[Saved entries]
===============

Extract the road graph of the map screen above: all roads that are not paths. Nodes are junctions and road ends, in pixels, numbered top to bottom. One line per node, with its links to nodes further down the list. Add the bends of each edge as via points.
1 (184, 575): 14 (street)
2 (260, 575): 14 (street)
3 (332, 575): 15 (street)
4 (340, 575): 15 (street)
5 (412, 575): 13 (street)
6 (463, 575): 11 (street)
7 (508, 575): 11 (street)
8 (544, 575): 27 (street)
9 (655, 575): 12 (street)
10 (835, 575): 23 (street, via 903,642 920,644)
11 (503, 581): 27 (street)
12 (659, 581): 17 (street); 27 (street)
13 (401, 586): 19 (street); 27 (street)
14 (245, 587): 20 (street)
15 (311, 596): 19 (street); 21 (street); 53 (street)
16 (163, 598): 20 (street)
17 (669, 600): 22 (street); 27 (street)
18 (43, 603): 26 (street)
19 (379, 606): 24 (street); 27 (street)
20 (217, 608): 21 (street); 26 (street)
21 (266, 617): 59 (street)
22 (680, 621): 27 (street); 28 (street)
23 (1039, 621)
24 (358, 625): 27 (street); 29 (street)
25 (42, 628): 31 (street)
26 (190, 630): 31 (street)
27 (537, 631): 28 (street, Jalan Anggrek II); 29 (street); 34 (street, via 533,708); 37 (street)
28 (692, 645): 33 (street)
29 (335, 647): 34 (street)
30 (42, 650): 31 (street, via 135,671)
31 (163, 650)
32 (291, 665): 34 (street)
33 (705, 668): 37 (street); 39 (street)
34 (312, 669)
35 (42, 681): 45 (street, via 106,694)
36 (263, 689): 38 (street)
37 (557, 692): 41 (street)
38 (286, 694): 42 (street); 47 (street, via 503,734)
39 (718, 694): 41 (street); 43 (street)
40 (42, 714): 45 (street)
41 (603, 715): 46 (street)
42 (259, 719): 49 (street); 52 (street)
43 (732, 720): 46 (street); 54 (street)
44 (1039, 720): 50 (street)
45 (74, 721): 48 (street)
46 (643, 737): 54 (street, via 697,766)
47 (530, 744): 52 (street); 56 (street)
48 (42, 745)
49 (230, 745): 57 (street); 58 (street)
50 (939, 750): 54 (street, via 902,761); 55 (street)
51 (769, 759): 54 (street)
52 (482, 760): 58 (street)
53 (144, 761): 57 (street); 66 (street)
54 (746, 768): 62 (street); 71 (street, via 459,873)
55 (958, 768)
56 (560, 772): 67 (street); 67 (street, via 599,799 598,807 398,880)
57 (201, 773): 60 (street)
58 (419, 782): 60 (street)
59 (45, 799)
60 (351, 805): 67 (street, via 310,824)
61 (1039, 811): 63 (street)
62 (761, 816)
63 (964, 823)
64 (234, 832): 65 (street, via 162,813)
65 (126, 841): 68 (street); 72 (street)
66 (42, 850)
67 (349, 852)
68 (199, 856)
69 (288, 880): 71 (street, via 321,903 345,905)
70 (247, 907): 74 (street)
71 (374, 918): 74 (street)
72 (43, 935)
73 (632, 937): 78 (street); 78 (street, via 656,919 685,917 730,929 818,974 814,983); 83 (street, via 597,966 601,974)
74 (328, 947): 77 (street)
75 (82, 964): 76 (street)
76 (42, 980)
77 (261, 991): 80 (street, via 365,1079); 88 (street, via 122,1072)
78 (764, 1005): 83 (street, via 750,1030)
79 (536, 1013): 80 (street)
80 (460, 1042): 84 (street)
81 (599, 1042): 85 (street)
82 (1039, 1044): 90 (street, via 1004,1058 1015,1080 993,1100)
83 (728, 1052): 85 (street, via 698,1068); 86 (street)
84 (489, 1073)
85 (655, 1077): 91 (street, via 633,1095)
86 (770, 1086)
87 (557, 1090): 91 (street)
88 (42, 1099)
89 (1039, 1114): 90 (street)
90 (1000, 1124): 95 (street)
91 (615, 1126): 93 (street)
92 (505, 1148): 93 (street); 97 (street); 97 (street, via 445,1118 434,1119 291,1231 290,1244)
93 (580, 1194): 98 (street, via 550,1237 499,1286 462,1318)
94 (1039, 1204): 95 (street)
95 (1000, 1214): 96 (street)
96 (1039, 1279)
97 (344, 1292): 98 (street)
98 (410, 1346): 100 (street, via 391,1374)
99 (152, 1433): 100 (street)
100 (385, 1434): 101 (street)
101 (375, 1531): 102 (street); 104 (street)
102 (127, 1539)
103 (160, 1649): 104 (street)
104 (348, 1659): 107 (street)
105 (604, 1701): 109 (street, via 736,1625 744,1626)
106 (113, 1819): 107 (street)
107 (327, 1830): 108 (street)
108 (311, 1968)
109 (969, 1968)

===============

→ Exercise details
Repeat the data precisely, reproducing every entry.

→ Solution to this problem
Extract the road graph of the map screen above: all roads that are not paths. Nodes are junctions and road ends, in pixels, numbered top to bottom. One line per node, with its links to nodes further down the list. Add the bends of each edge as via points.
1 (184, 575): 14 (street)
2 (260, 575): 14 (street)
3 (332, 575): 15 (street)
4 (340, 575): 15 (street)
5 (412, 575): 13 (street)
6 (463, 575): 11 (street)
7 (508, 575): 11 (street)
8 (544, 575): 27 (street)
9 (655, 575): 12 (street)
10 (835, 575): 23 (street, via 903,642 920,644)
11 (503, 581): 27 (street)
12 (659, 581): 17 (street); 27 (street)
13 (401, 586): 19 (street); 27 (street)
14 (245, 587): 20 (street)
15 (311, 596): 19 (street); 21 (street); 53 (street)
16 (163, 598): 20 (street)
17 (669, 600): 22 (street); 27 (street)
18 (43, 603): 26 (street)
19 (379, 606): 24 (street); 27 (street)
20 (217, 608): 21 (street); 26 (street)
21 (266, 617): 59 (street)
22 (680, 621): 27 (street); 28 (street)
23 (1039, 621)
24 (358, 625): 27 (street); 29 (street)
25 (42, 628): 31 (street)
26 (190, 630): 31 (street)
27 (537, 631): 28 (street, Jalan Anggrek II); 29 (street); 34 (street, via 533,708); 37 (street)
28 (692, 645): 33 (street)
29 (335, 647): 34 (street)
30 (42, 650): 31 (street, via 135,671)
31 (163, 650)
32 (291, 665): 34 (street)
33 (705, 668): 37 (street); 39 (street)
34 (312, 669)
35 (42, 681): 45 (street, via 106,694)
36 (263, 689): 38 (street)
37 (557, 692): 41 (street)
38 (286, 694): 42 (street); 47 (street, via 503,734)
39 (718, 694): 41 (street); 43 (street)
40 (42, 714): 45 (street)
41 (603, 715): 46 (street)
42 (259, 719): 49 (street); 52 (street)
43 (732, 720): 46 (street); 54 (street)
44 (1039, 720): 50 (street)
45 (74, 721): 48 (street)
46 (643, 737): 54 (street, via 697,766)
47 (530, 744): 52 (street); 56 (street)
48 (42, 745)
49 (230, 745): 57 (street); 58 (street)
50 (939, 750): 54 (street, via 902,761); 55 (street)
51 (769, 759): 54 (street)
52 (482, 760): 58 (street)
53 (144, 761): 57 (street); 66 (street)
54 (746, 768): 62 (street); 71 (street, via 459,873)
55 (958, 768)
56 (560, 772): 67 (street); 67 (street, via 599,799 598,807 398,880)
57 (201, 773): 60 (street)
58 (419, 782): 60 (street)
59 (45, 799)
60 (351, 805): 67 (street, via 310,824)
61 (1039, 811): 63 (street)
62 (761, 816)
63 (964, 823)
64 (234, 832): 65 (street, via 162,813)
65 (126, 841): 68 (street); 72 (street)
66 (42, 850)
67 (349, 852)
68 (199, 856)
69 (288, 880): 71 (street, via 321,903 345,905)
70 (247, 907): 74 (street)
71 (374, 918): 74 (street)
72 (43, 935)
73 (632, 937): 78 (street); 78 (street, via 656,919 685,917 730,929 818,974 814,983); 83 (street, via 597,966 601,974)
74 (328, 947): 77 (street)
75 (82, 964): 76 (street)
76 (42, 980)
77 (261, 991): 80 (street, via 365,1079); 88 (street, via 122,1072)
78 (764, 1005): 83 (street, via 750,1030)
79 (536, 1013): 80 (street)
80 (460, 1042): 84 (street)
81 (599, 1042): 85 (street)
82 (1039, 1044): 90 (street, via 1004,1058 1015,1080 993,1100)
83 (728, 1052): 85 (street, via 698,1068); 86 (street)
84 (489, 1073)
85 (655, 1077): 91 (street, via 633,1095)
86 (770, 1086)
87 (557, 1090): 91 (street)
88 (42, 1099)
89 (1039, 1114): 90 (street)
90 (1000, 1124): 95 (street)
91 (615, 1126): 93 (street)
92 (505, 1148): 93 (street); 97 (street); 97 (street, via 445,1118 434,1119 291,1231 290,1244)
93 (580, 1194): 98 (street, via 550,1237 499,1286 462,1318)
94 (1039, 1204): 95 (street)
95 (1000, 1214): 96 (street)
96 (1039, 1279)
97 (344, 1292): 98 (street)
98 (410, 1346): 100 (street, via 391,1374)
99 (152, 1433): 100 (street)
100 (385, 1434): 101 (street)
101 (375, 1531): 102 (street); 104 (street)
102 (127, 1539)
103 (160, 1649): 104 (street)
104 (348, 1659): 107 (street)
105 (604, 1701): 109 (street, via 736,1625 744,1626)
106 (113, 1819): 107 (street)
107 (327, 1830): 108 (street)
108 (311, 1968)
109 (969, 1968)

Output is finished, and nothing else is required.